(Data entries)
⟨

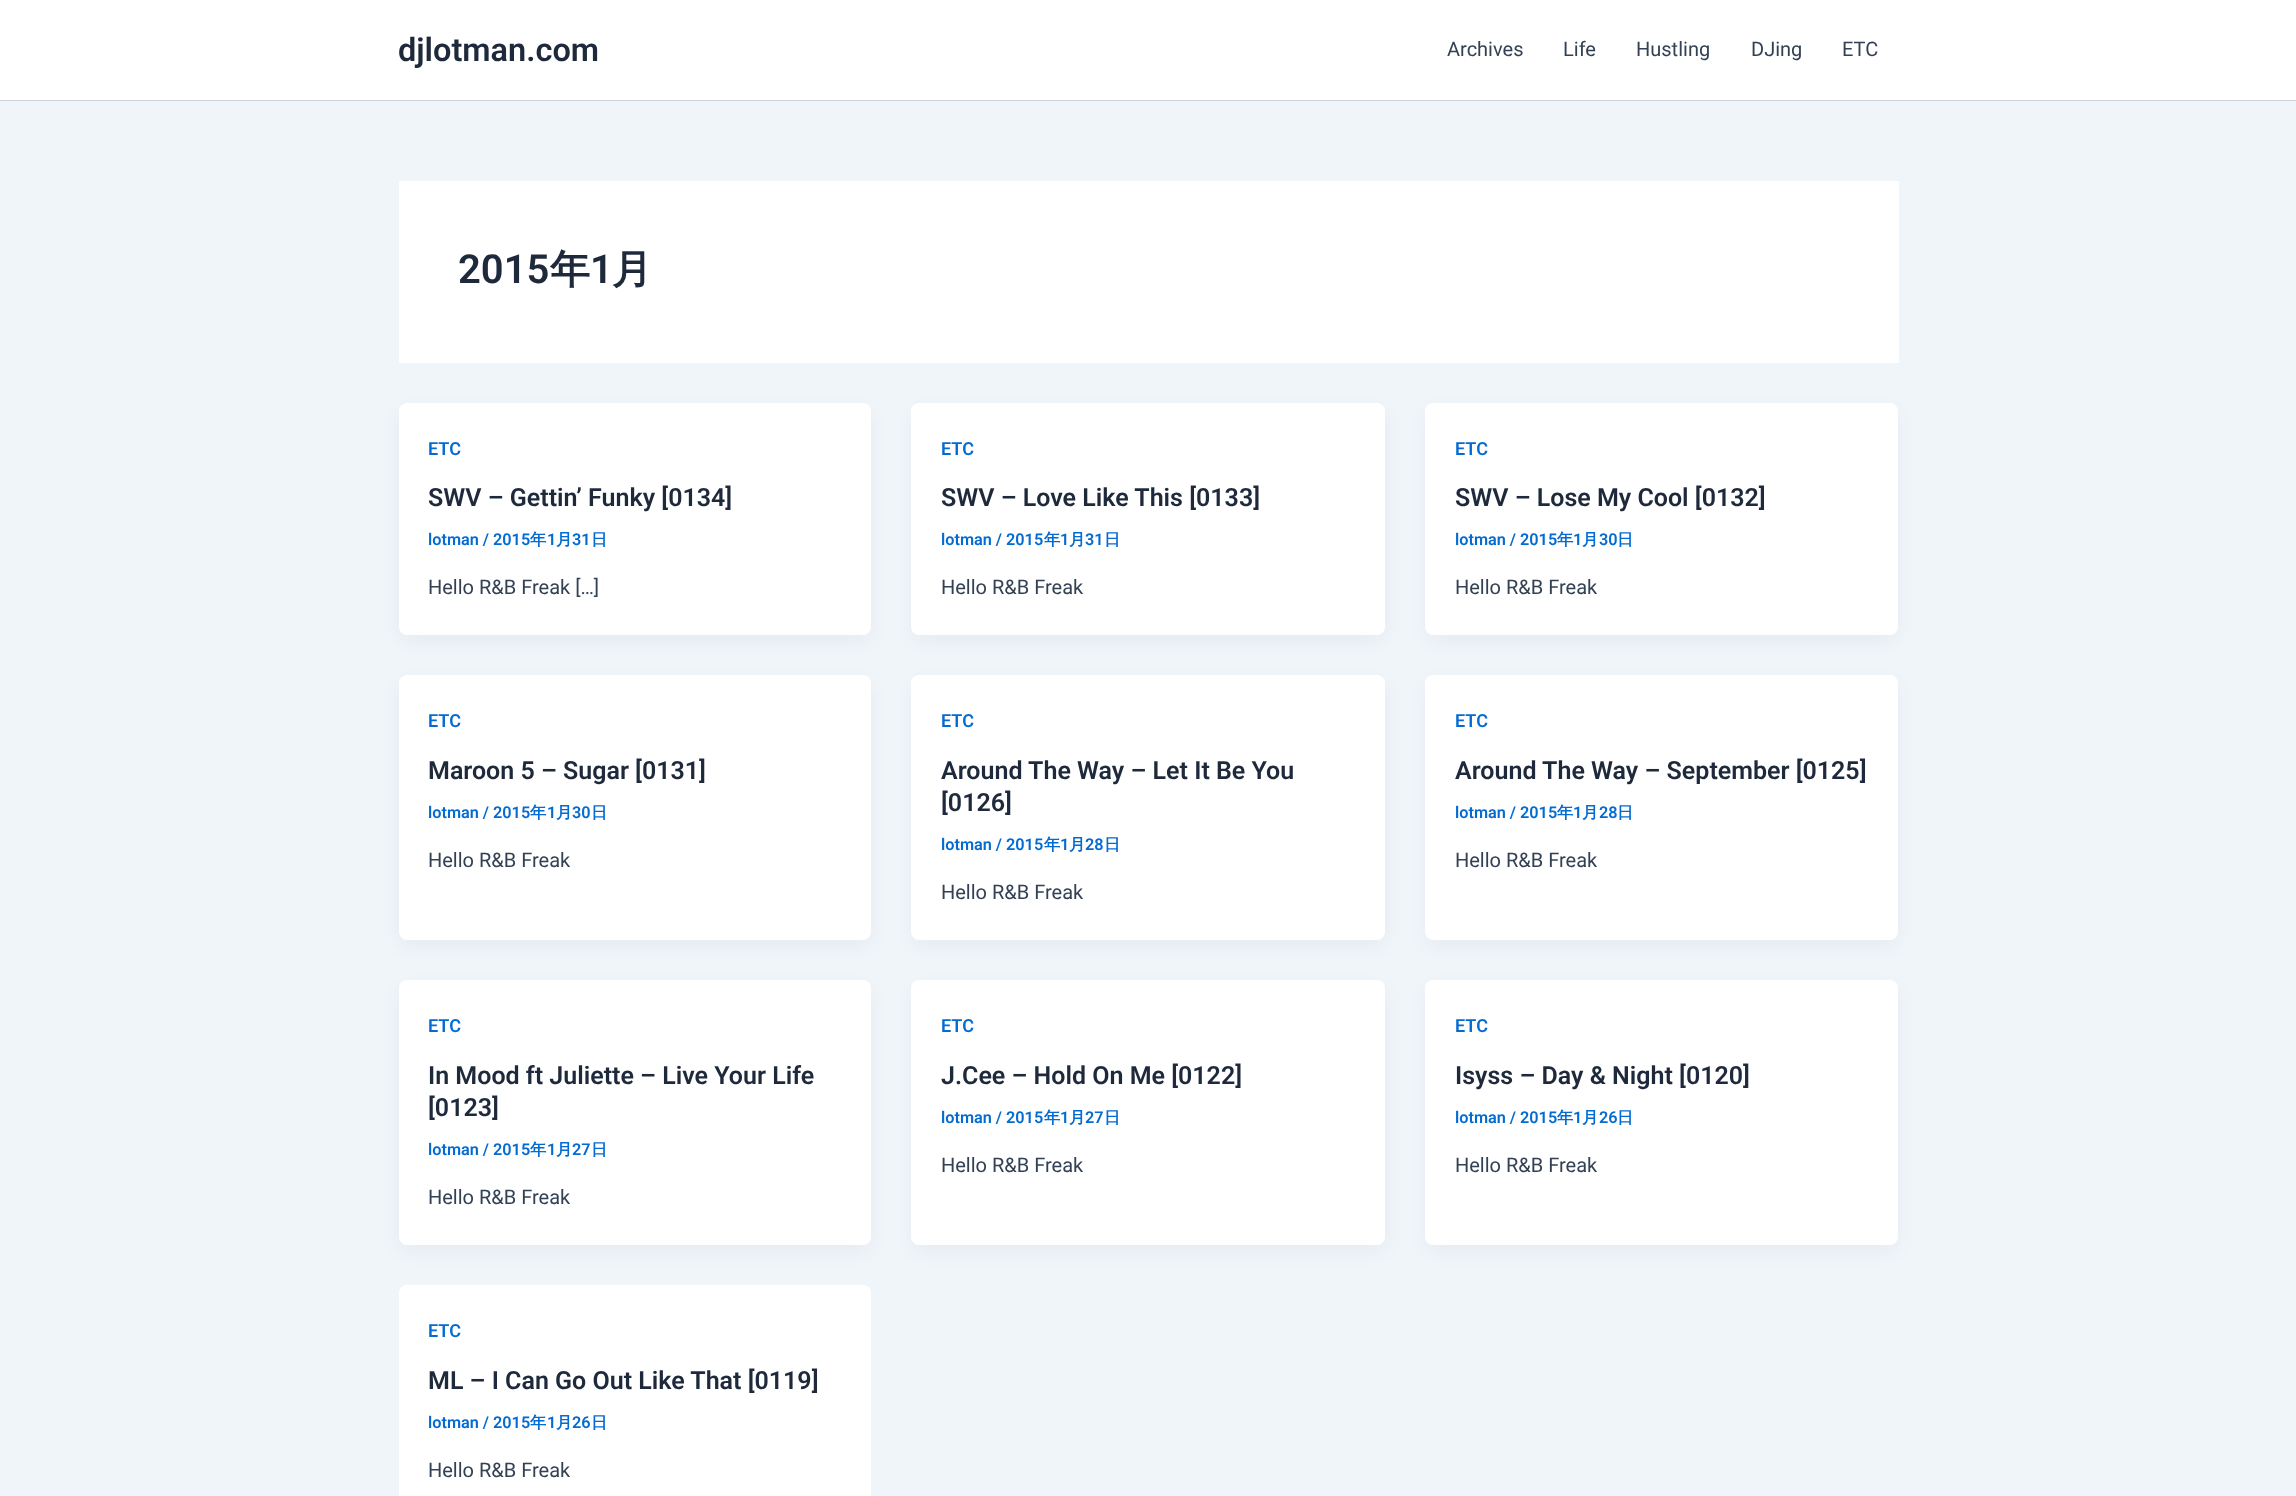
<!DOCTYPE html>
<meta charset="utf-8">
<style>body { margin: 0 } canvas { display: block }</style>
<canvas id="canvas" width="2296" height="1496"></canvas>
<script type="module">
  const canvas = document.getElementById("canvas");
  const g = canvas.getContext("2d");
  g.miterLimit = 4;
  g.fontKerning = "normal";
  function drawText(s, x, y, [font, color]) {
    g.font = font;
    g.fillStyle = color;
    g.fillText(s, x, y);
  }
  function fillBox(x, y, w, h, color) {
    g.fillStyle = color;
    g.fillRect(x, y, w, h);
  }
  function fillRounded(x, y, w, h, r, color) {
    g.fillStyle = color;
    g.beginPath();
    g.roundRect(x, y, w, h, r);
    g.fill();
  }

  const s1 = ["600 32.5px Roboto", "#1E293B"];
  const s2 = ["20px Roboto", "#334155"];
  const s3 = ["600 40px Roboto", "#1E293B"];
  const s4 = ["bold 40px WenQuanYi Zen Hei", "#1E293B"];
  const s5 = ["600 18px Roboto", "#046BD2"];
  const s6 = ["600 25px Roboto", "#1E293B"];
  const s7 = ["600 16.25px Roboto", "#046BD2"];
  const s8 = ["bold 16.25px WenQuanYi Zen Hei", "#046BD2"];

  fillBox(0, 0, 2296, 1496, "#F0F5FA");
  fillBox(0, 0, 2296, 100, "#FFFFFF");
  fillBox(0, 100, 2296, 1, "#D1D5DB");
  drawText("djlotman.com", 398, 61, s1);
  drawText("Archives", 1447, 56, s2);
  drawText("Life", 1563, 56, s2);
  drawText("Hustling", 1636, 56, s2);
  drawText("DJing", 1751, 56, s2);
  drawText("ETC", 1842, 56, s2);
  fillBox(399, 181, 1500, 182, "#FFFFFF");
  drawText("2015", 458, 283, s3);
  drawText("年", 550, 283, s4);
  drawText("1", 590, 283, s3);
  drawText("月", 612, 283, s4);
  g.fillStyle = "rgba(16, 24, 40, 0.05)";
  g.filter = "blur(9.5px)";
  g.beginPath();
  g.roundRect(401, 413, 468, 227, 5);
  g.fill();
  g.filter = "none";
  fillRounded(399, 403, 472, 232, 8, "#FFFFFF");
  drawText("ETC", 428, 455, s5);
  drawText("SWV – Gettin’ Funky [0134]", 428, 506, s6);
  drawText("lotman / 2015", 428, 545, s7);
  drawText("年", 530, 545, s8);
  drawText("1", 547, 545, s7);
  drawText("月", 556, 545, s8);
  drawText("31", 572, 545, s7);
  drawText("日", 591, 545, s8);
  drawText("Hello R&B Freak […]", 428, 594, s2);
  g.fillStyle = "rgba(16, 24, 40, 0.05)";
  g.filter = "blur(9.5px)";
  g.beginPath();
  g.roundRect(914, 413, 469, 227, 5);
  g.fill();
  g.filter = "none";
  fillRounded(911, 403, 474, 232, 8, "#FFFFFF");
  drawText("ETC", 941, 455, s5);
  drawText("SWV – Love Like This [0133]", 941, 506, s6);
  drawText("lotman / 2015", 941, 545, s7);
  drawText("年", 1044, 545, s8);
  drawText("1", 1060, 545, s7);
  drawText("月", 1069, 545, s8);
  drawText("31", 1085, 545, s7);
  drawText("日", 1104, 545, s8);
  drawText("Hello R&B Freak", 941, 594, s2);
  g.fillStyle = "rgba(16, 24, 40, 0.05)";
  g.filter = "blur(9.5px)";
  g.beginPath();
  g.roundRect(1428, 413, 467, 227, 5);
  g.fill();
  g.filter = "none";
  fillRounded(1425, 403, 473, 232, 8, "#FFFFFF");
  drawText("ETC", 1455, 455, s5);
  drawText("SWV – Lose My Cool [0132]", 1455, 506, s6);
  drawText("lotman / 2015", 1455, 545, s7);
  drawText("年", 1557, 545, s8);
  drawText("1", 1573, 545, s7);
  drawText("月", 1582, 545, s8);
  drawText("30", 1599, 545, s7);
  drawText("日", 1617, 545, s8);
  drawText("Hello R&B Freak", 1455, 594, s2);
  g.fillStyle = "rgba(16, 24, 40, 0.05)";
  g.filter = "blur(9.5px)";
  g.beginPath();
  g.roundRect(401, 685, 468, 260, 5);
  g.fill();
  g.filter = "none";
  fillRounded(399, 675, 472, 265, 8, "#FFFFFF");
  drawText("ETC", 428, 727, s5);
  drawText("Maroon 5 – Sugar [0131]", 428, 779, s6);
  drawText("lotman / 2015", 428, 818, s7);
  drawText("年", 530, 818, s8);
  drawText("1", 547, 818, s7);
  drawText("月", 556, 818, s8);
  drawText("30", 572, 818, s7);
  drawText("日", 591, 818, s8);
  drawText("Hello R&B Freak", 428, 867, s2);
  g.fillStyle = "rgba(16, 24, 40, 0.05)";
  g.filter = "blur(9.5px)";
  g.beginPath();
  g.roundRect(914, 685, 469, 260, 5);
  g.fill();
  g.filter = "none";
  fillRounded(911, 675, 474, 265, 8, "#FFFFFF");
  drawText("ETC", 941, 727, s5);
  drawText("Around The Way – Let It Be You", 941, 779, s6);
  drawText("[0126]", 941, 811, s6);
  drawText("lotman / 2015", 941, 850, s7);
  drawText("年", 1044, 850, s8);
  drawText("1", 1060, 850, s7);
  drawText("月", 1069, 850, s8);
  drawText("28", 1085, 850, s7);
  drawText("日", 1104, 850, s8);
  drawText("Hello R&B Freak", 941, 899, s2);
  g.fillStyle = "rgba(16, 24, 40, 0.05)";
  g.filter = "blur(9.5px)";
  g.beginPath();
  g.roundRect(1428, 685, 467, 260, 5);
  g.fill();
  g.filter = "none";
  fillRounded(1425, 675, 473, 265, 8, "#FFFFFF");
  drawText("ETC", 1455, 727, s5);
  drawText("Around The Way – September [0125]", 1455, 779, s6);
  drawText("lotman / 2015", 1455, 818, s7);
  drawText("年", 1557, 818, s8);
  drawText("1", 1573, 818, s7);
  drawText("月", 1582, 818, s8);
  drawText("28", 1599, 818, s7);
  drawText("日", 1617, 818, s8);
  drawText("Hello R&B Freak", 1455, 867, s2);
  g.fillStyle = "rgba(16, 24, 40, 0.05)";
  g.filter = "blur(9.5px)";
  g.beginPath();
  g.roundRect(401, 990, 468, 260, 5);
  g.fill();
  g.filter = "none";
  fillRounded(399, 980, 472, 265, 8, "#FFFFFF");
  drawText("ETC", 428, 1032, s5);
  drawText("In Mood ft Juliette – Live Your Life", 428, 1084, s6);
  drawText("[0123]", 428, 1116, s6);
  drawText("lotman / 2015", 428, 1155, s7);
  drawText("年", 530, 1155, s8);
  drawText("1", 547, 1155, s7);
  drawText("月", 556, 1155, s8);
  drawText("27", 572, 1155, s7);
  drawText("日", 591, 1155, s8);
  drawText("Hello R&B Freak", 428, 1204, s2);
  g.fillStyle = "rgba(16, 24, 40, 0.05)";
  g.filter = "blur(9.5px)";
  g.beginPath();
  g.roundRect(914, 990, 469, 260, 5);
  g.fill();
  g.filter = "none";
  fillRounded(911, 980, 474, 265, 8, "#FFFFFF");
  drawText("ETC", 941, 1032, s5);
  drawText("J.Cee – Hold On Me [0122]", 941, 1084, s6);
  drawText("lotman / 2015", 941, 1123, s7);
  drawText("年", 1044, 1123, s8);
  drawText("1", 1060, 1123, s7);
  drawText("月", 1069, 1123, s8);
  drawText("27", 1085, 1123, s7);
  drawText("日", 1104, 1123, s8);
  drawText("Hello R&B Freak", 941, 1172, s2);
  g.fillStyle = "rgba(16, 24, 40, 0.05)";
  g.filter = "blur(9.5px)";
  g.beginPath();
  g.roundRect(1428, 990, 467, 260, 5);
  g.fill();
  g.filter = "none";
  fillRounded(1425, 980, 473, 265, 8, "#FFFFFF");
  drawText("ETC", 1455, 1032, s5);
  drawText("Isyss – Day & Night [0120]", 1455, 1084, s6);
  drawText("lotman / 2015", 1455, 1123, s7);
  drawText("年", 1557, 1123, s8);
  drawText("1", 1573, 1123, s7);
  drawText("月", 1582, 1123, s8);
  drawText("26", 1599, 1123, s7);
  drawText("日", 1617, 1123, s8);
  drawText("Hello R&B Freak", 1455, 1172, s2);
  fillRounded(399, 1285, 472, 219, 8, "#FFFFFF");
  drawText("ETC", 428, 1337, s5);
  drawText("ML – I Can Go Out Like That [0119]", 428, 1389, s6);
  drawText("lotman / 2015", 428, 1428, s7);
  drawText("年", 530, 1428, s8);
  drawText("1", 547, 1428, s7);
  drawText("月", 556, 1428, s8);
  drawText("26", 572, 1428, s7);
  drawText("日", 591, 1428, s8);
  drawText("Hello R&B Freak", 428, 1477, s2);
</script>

⟩
⟨

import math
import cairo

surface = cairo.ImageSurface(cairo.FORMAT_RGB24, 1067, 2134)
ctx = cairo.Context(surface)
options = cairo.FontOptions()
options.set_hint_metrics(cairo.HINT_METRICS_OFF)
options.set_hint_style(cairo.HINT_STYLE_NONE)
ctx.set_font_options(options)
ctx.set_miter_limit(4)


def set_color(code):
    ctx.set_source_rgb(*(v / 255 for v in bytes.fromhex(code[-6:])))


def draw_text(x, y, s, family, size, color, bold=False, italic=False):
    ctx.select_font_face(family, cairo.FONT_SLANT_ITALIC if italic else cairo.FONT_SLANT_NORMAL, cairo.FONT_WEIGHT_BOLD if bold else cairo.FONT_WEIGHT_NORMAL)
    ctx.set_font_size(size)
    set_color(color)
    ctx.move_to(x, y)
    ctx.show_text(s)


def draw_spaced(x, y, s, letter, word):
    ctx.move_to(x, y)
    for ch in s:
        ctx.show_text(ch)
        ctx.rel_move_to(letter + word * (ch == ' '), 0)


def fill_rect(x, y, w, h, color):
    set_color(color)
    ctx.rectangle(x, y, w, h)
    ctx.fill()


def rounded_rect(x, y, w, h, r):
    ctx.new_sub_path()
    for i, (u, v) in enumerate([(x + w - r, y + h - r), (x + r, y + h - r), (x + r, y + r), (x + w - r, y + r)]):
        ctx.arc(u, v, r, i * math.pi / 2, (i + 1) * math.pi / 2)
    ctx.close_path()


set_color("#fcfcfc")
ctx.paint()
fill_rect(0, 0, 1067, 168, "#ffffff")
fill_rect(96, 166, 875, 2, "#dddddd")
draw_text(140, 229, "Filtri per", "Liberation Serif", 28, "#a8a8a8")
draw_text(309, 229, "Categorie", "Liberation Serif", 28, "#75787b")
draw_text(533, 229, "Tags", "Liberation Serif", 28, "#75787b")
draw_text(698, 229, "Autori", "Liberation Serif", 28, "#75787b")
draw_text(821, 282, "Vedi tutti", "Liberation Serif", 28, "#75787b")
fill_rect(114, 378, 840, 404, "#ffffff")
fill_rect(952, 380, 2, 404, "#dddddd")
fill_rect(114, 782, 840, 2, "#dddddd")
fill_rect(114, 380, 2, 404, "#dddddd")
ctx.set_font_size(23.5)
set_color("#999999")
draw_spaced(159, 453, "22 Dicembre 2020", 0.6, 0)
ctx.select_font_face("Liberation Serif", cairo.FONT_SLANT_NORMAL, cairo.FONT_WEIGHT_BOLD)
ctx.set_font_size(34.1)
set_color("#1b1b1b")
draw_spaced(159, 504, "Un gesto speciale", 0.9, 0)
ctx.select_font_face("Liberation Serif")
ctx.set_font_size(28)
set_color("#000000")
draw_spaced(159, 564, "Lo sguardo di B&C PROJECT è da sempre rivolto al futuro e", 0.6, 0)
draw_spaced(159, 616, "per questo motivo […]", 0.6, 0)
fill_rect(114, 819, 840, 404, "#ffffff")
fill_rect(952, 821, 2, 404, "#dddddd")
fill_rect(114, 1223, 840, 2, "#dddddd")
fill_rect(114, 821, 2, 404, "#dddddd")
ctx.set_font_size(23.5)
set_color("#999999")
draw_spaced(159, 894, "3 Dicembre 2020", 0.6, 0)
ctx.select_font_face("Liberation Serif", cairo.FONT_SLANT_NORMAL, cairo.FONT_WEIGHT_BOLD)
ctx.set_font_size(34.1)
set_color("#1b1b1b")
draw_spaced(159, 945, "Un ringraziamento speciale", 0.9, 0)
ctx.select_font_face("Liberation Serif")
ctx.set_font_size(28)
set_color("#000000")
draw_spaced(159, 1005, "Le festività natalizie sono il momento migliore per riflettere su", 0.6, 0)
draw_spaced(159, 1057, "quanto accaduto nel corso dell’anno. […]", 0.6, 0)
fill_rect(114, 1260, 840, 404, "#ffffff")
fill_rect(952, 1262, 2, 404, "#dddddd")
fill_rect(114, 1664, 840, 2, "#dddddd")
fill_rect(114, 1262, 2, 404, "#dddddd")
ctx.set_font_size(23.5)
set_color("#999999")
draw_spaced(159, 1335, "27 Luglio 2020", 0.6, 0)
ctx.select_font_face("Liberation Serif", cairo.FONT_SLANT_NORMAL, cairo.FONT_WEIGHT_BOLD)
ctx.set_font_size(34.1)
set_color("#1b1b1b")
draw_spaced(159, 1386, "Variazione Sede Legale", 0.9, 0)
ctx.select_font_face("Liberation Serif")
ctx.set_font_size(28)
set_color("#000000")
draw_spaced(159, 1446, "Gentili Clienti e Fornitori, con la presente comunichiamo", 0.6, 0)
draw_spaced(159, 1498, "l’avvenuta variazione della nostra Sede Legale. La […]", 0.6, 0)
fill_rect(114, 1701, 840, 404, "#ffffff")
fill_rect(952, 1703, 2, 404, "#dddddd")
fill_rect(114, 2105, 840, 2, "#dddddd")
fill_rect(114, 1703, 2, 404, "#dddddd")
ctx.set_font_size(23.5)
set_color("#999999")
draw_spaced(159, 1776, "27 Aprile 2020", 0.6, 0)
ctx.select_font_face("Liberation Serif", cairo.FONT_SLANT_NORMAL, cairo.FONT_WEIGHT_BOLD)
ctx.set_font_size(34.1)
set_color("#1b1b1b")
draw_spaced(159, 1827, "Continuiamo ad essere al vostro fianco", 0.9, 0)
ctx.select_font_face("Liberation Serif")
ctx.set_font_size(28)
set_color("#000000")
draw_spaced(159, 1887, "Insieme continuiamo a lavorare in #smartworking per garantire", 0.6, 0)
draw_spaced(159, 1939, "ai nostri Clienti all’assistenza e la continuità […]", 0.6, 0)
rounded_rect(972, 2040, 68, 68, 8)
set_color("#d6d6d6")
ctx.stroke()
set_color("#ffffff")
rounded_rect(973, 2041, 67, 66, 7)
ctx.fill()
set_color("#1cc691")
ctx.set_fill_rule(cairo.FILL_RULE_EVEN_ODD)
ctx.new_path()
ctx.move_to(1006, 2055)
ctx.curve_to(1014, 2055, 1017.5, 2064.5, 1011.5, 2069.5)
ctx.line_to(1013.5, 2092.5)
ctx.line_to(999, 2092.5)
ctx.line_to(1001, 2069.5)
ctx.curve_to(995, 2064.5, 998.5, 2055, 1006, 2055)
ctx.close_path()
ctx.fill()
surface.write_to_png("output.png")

⟩

TASK
Gather from the records above every line containing the string "family".

ANSWER FOR THE TASK
def draw_text(x, y, s, family, size, color, bold=False, italic=False):
    ctx.select_font_face(family, cairo.FONT_SLANT_ITALIC if italic else cairo.FONT_SLANT_NORMAL, cairo.FONT_WEIGHT_BOLD if bold else cairo.FONT_WEIGHT_NORMAL)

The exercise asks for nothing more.